This week, the U.S. Food and Drug Administration’s (FDA) Center for Tobacco Products issued a guidance document titled “Determination of the Period Covered by a No-Tobacco-Sale Order and Compliance with an Order,” the National Association of Tobacco Outlets (NATO) reported.
Under the Family Smoking Prevention and Tobacco Control Act (the federal law that granted the FDA the authority to regulate tobacco products), the FDA was authorized to conduct retail compliance inspections and impose fines for violations culminating in a “no-tobacco-sales” order for repeated violations of the federal tobacco regulations.

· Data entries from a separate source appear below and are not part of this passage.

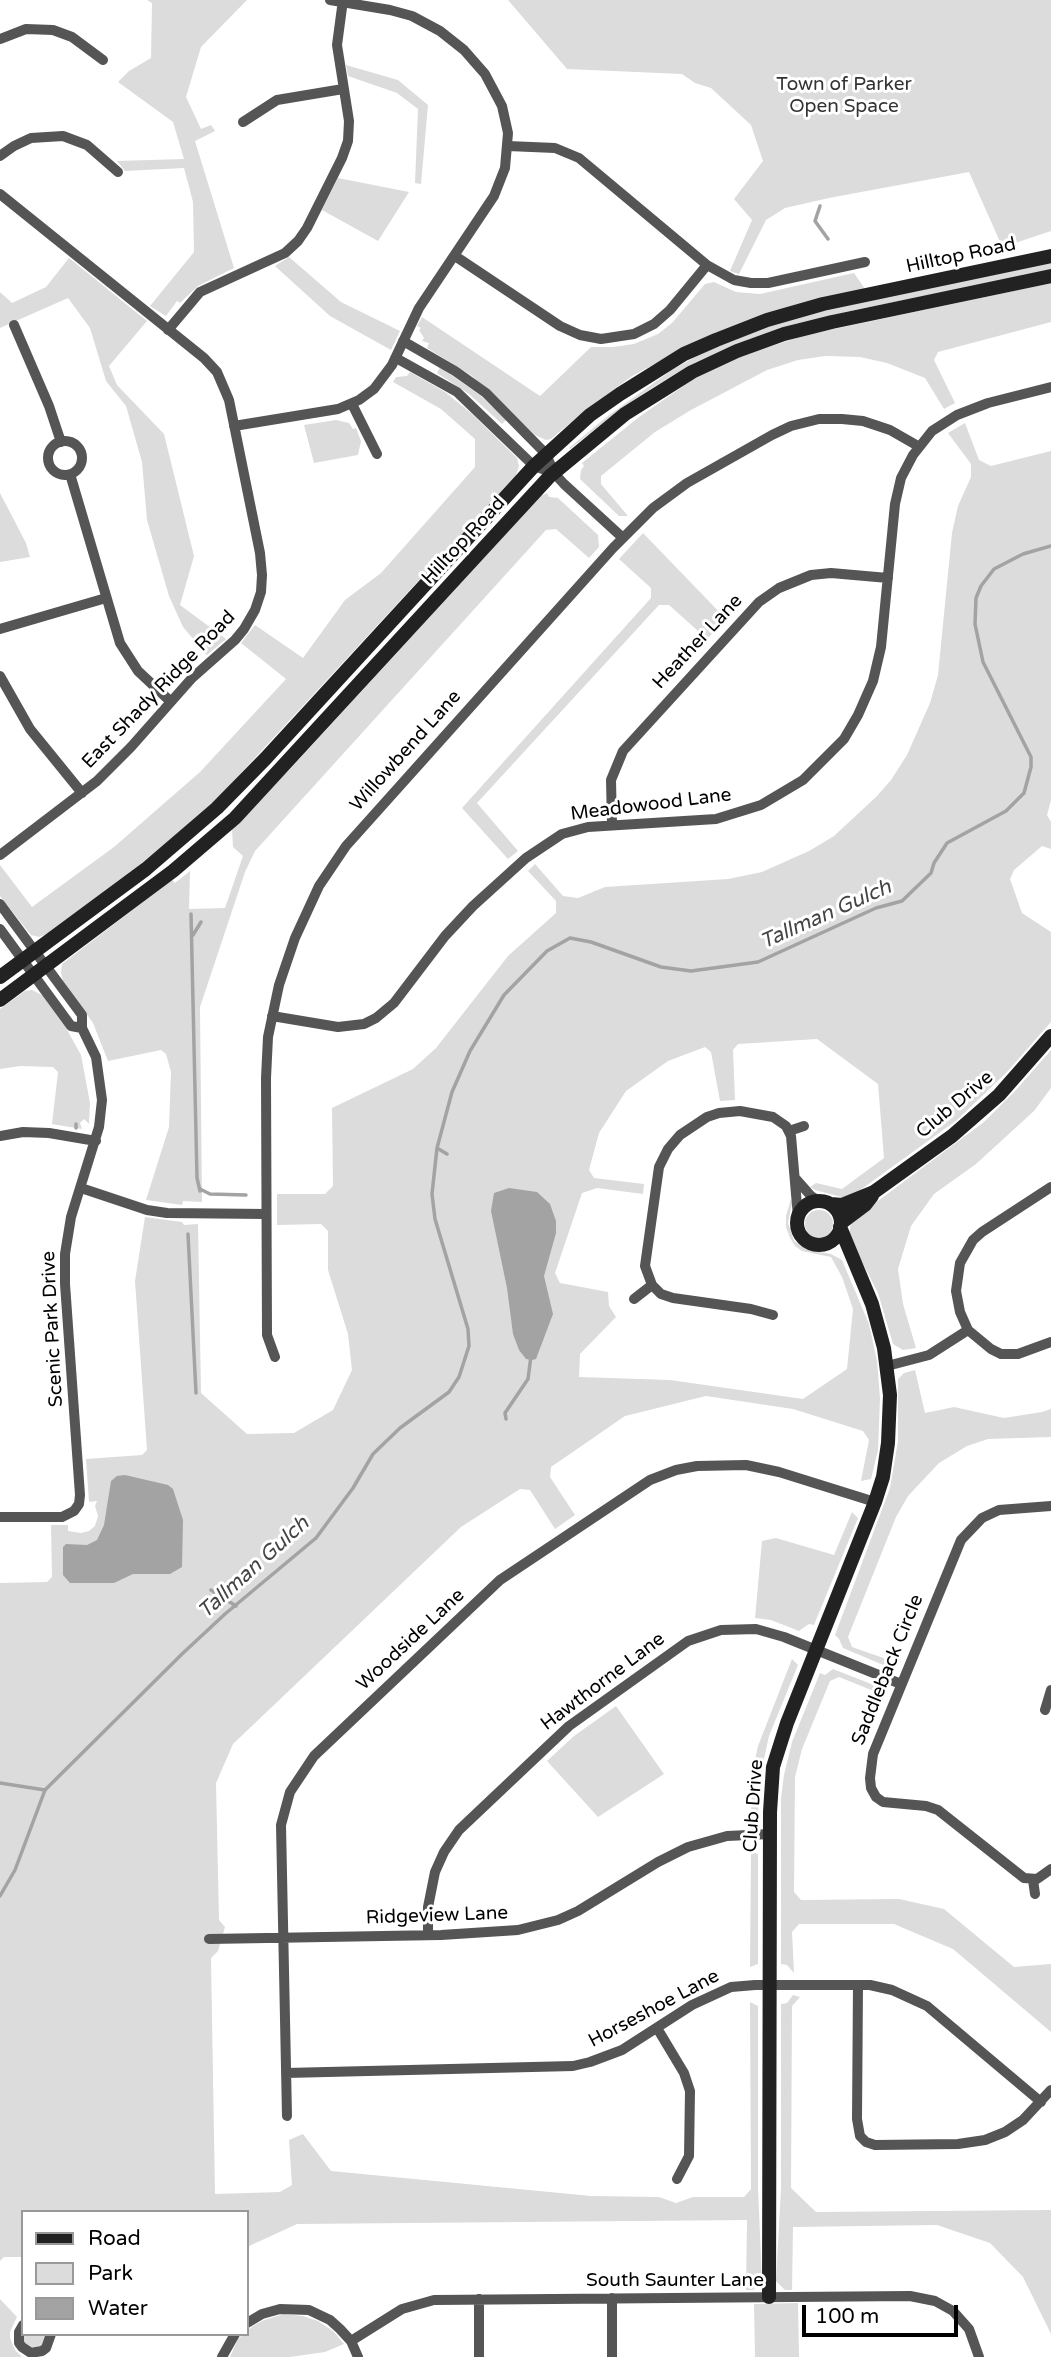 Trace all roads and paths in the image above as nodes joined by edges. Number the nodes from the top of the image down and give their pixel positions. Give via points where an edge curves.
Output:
1 (330, 0) edge
2 (343, 1) edge
3 (0, 39) edge
4 (103, 60) dead end
5 (343, 89) junction
6 (243, 122) dead end
7 (508, 146) junction
8 (0, 156) edge
9 (118, 172) dead end
10 (0, 194) edge
11 (454, 256) junction
12 (1051, 256) edge
13 (865, 262) dead end
14 (707, 265) junction
15 (1051, 276) edge
16 (14, 325) dead end
17 (168, 330) junction
18 (403, 341) junction
19 (396, 358) junction
20 (1051, 387) edge
21 (352, 404) junction
22 (234, 426) junction
23 (61, 442) junction
24 (918, 446) junction
25 (377, 454) dead end
26 (546, 454) junction
27 (534, 466) junction
28 (554, 473) junction
29 (70, 474) junction
30 (623, 538) junction
31 (888, 578) junction
32 (106, 598) junction
33 (0, 629) edge
34 (0, 676) edge
35 (170, 701) junction
36 (82, 793) junction
37 (612, 825) junction
38 (0, 855) edge
39 (0, 904) edge
40 (0, 929) edge
41 (29, 956) junction
42 (40, 971) junction
43 (0, 977) edge
44 (0, 1000) edge
45 (272, 1016) junction
46 (1051, 1036) edge
47 (804, 1126) dead end
48 (789, 1131) junction
49 (0, 1136) edge
50 (96, 1141) junction
51 (796, 1179) junction
52 (1051, 1187) edge
53 (81, 1188) junction
54 (874, 1192) junction
55 (825, 1203) junction
56 (266, 1213) junction
57 (798, 1217) junction
58 (841, 1225) junction
59 (823, 1244) junction
60 (852, 1259) junction
61 (652, 1285) junction
62 (634, 1299) dead end
63 (773, 1315) dead end
64 (968, 1330) junction
65 (1051, 1342) edge
66 (275, 1357) dead end
67 (887, 1366) junction
68 (875, 1502) junction
69 (1051, 1506) edge
70 (0, 1517) edge
71 (816, 1650) junction
72 (901, 1684) junction
73 (1051, 1690) edge
74 (1045, 1710) dead end
75 (770, 1834) junction
76 (1051, 1869) edge
77 (1033, 1880) junction
78 (1035, 1894) dead end
79 (428, 1935) junction
80 (283, 1938) junction
81 (209, 1939) dead end
82 (770, 1985) junction
83 (858, 1985) junction
84 (657, 2028) junction
85 (286, 2073) junction
86 (1051, 2090) edge
87 (1041, 2102) junction
88 (287, 2116) dead end
89 (677, 2179) dead end
90 (769, 2297) junction
91 (612, 2298) junction
92 (479, 2299) junction
93 (248, 2322) edge
94 (21, 2330) edge
95 (51, 2336) edge
96 (234, 2336) edge
97 (351, 2341) junction
98 (42, 2354) edge
99 (222, 2357) edge
100 (358, 2357) edge
101 (479, 2357) edge
102 (612, 2357) edge
103 (979, 2357) edge

1 - 2 street
2 - 5 street via 337,45
2 - 7 street via 409,15 456,42 479,65 496,92 505,115
3 - 4 street via 26,29 53,30 72,37
5 - 6 street via 277,100
5 - 17 street via 349,124 346,147 301,237 279,256 200,292
7 - 11 street via 498,190
7 - 14 street via 555,148 579,158
8 - 9 street via 31,138 63,136 87,145
10 - 17 street, East Shady Ridge Road
11 - 14 street via 560,326 601,339 627,336 654,324
11 - 18 street
12 - 26 main road, Hilltop Road via 823,304 751,325 657,370 590,415
13 - 14 street via 755,284 731,279
15 - 28 main road, Hilltop Road via 812,326 737,351 639,404
16 - 23 street
17 - 22 street, East Shady Ridge Road via 217,372
18 - 19 street
18 - 26 street via 474,384
19 - 21 street via 377,387
19 - 27 street via 457,392
20 - 24 street, Meadowood Lane via 965,411
21 - 22 street
21 - 25 street
22 - 35 street, East Shady Ridge Road via 260,553 261,592 240,635
23 - 29 street via 73,444 81,454 80,466
23 - 29 street via 50,453 50,465 58,473
24 - 30 street, Willowbend Lane via 863,421 804,422 694,478 653,508
24 - 31 street, Meadowood Lane via 896,495
26 - 27 main road, Hilltop Road
26 - 28 street
27 - 28 street
27 - 41 main road, Hilltop Road via 230,796 153,864
28 - 30 street
28 - 42 main road, Hilltop Road via 235,818 173,872
29 - 32 street
30 - 45 street, Willowbend Lane via 346,846 295,938
31 - 37 street, Heather Lane via 811,575 759,602 623,751 611,780
31 - 37 street, Meadowood Lane via 881,647 867,695 844,739 813,772 784,793 737,814 699,821
32 - 33 street
32 - 35 street via 127,657
34 - 36 street via 27,725
35 - 36 street, East Shady Ridge Road via 121,758
36 - 38 street, East Shady Ridge Road
37 - 45 street, Meadowood Lane via 562,834 526,858 458,921 394,1003 371,1021 338,1027
39 - 41 street
40 - 41 street
41 - 42 street
41 - 43 main road, Hilltop Road
42 - 44 main road, Hilltop Road
42 - 50 street, Scenic Park Drive via 82,1015 82,1028 96,1057 102,1111
45 - 56 street, Willowbend Lane via 266,1078
46 - 54 main road, Club Drive via 980,1113
47 - 48 street
48 - 51 street
48 - 61 street via 767,1115 726,1111 701,1120 674,1141 656,1178 645,1266
49 - 50 street via 49,1133
50 - 53 street, Scenic Park Drive
51 - 55 street via 811,1196
51 - 57 street
52 - 64 street via 982,1232 967,1249 956,1291
53 - 56 street via 167,1213
53 - 70 street, Scenic Park Drive via 64,1264 79,1515
54 - 55 main road, Club Drive via 842,1205
54 - 58 main road, Club Drive
55 - 57 main road via 807,1204
55 - 58 main road via 838,1213
56 - 66 street, Willowbend Lane via 267,1335
57 - 59 main road via 797,1227 805,1239
58 - 59 main road via 834,1238
58 - 60 main road, Club Drive
59 - 60 main road
60 - 67 main road, Club Drive via 880,1329
61 - 62 street
61 - 63 street via 673,1298
64 - 65 street via 1001,1353 1028,1352
64 - 67 street via 929,1354
67 - 68 main road, Club Drive via 888,1443
68 - 71 main road, Club Drive
68 - 80 street, Woodside Lane via 757,1466 725,1463 685,1468 643,1484 506,1576 327,1744 297,1780 281,1825
69 - 72 street, Saddleback Circle via 999,1510 966,1533 954,1552
71 - 72 street, Hawthorne Lane
71 - 75 main road, Club Drive via 775,1759
71 - 79 street, Hawthorne Lane via 757,1629 712,1632 680,1646 597,1705 466,1822 450,1842 430,1889
72 - 77 street, Saddleback Circle via 873,1754 872,1801 938,1810 1020,1876
73 - 74 street
75 - 79 street, Ridgeview Lane via 727,1836 688,1847 586,1907 548,1923 503,1933
75 - 82 main road, Club Drive
76 - 77 street
77 - 78 street
79 - 80 street, Ridgeview Lane
80 - 81 street, Ridgeview Lane
80 - 85 street, Woodside Lane
82 - 83 street, Horseshoe Lane
82 - 84 street, Horseshoe Lane via 716,1992
82 - 90 main road, Club Drive
83 - 87 street, Horseshoe Lane via 886,1987 927,2006
83 - 87 street via 859,2143 985,2140 1017,2124
84 - 85 street, Horseshoe Lane via 615,2053 565,2067
84 - 89 street via 690,2091 691,2146
85 - 88 street, Woodside Lane
86 - 87 street
90 - 91 street, South Saunter Lane
90 - 103 street, South Saunter Lane via 928,2298 964,2323
91 - 92 street, South Saunter Lane
91 - 102 street
92 - 97 street, South Saunter Lane via 418,2303
92 - 101 street
93 - 97 street via 272,2310 300,2309 330,2320
94 - 98 street via 22,2347
95 - 98 street
96 - 99 street
97 - 100 street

A no-tobacco-sales order is an order issued by the FDA to a specific retail location prohibiting the sale of tobacco products for a specified period of time or an indefinite period of time, NATO explained.

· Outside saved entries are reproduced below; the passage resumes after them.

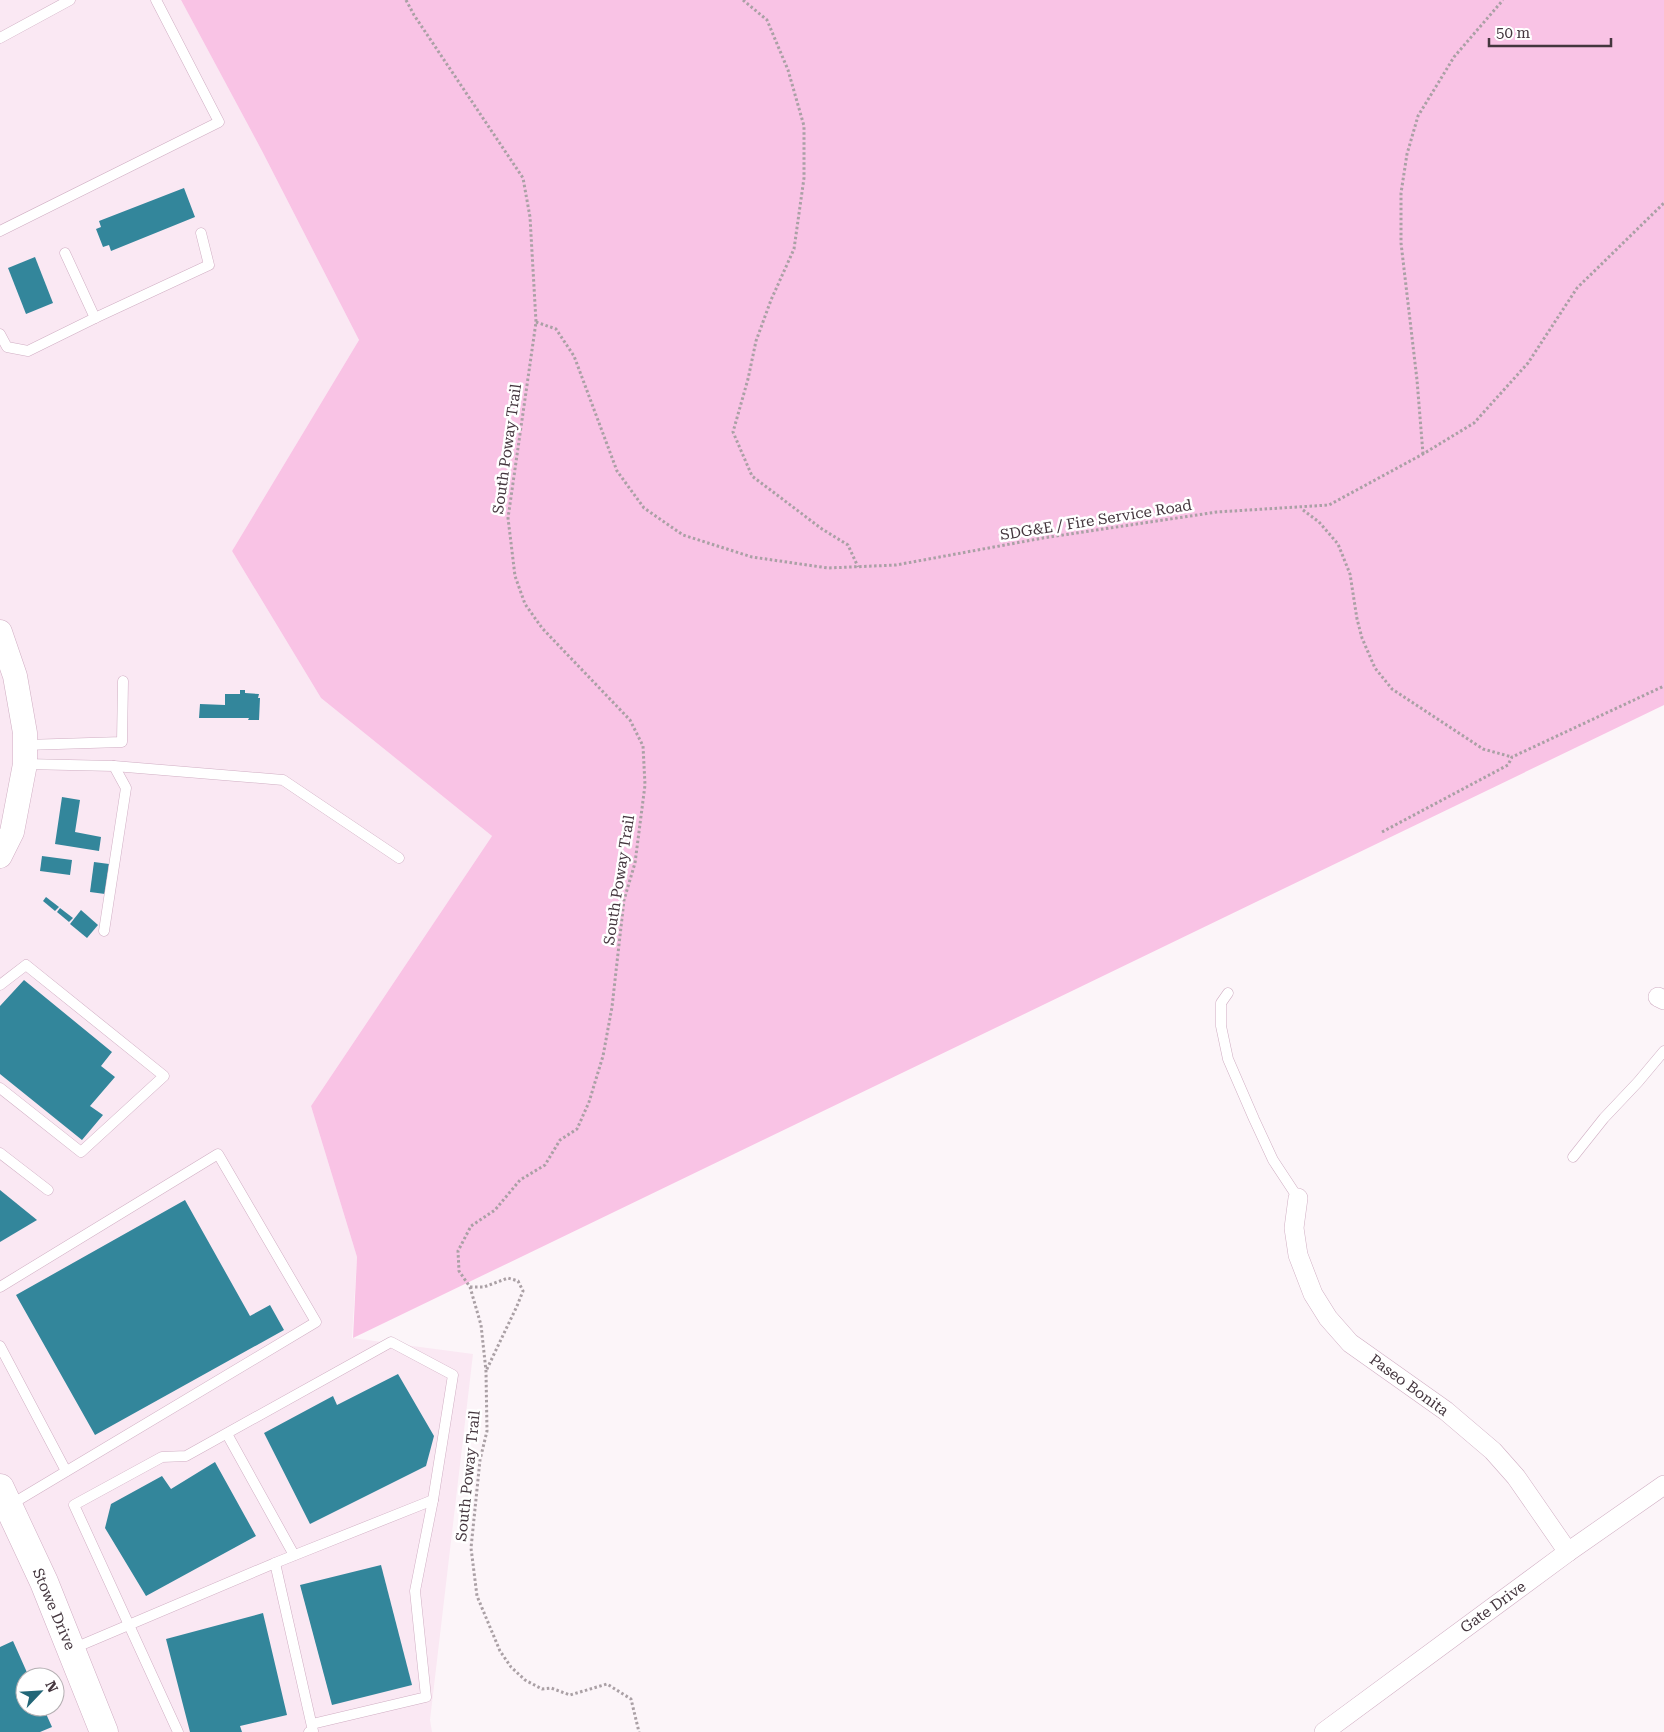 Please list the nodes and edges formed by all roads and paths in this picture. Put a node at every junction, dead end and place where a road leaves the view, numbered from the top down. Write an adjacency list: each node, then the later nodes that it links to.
1 (70, 0): 6 (lane)
2 (156, 0): 8 (lane)
3 (406, 0): 12 (path, South Poway Trail)
4 (743, 0): 16 (path)
5 (1503, 0): 14 (path)
6 (0, 38)
7 (1664, 203): 14 (path, SDG&E / Fire Service Road)
8 (0, 231)
9 (201, 233): 11 (lane)
10 (65, 253): 11 (lane)
11 (96, 318): 13 (lane)
12 (536, 322): 16 (path, SDG&E / Fire Service Road); 36 (path, South Poway Trail)
13 (0, 334)
14 (1424, 454): 16 (path, SDG&E / Fire Service Road)
15 (1302, 510): 21 (path)
16 (858, 567)
17 (0, 632): 20 (street)
18 (123, 681): 20 (lane)
19 (1664, 686): 21 (path)
20 (25, 754): 22 (lane); 24 (street)
21 (1512, 757): 23 (path)
22 (114, 766): 25 (lane); 26 (lane)
23 (1382, 832)
24 (0, 856)
25 (399, 858)
26 (104, 931)
27 (0, 985): 30 (lane)
28 (1228, 993): 34 (lane)
29 (1664, 1051): 32 (lane)
30 (0, 1088)
31 (0, 1153): 33 (lane)
32 (1573, 1157)
33 (48, 1190)
34 (1298, 1198): 44 (street, Paseo Bonita)
35 (0, 1287): 40 (lane)
36 (470, 1287): 38 (path, South Poway Trail); 38 (path)
37 (0, 1346): 40 (lane)
38 (486, 1371): 52 (path, South Poway Trail)
39 (226, 1434): 43 (lane); 45 (lane); 47 (lane)
40 (66, 1471): 42 (lane)
41 (1664, 1485): 44 (street, Gate Drive)
42 (4, 1497): 48 (main road, Stowe Drive)
43 (433, 1500): 45 (lane); 49 (lane)
44 (1568, 1552): 53 (street, Gate Drive)
45 (294, 1555): 46 (lane)
46 (274, 1563): 47 (lane); 49 (lane)
47 (129, 1624): 48 (lane); 51 (lane)
48 (71, 1649): 50 (main road, Stowe Drive)
49 (311, 1728)
50 (104, 1732)
51 (178, 1732)
52 (639, 1732)
53 (1324, 1732)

According to the draft guidance, FDA is proposing to seek the following time periods for issuing no-tobacco-sale orders:
First No-Tobacco-Sales Order: 30 day prohibition on selling tobacco products
Second No-Tobacco Sales Order: 6 month prohibition on selling tobacco products
Third or More No-Tobacco-Sales Orders: Permanent prohibition on selling tobacco products
Before a retailer is faced with a no-tobacco-sales order situation, the FDA uses the following fine schedule for violations of federal tobacco regulations:
First violation, no fine, but a warning letter to the retailer
Second violation within a 12-month period, $250
Third violation within a 24-month period, $500
Fourth violation within a 24-month period, $2,000
Fifth violation within a 36-month period, $5,000
Sixth violation within a 48-month period, $11,000
FDA intends to seek the maximum time period for a no-tobacco sales order after a sixth violation, but the guidance notes the FDA may reduce the time period that tobacco sales are prohibited by taking into consideration the nature, circumstances, extent and gravity of prior violations and, with respect to the specific retailer, the effect an order would have on the ability of the retailer to continue to do business, any history of similar violations, and the degree of culpability on the part of the retailer.
FDA will also consider whether a retailer has taken effective steps to prevent the sale of tobacco products to underage youth including adopting and enforcing a written policy against sales to minors, informing its employees of all applicable laws, establishing disciplinary sanctions for employee non-compliance, and requiring employees to verify legal age through photo identification or electronic scanning device.
The FDA is allowing a 45-day period for interested parties to submit comments to the draft guidance document. NATO is reviewing the draft guidance and will determine if comments should be filed.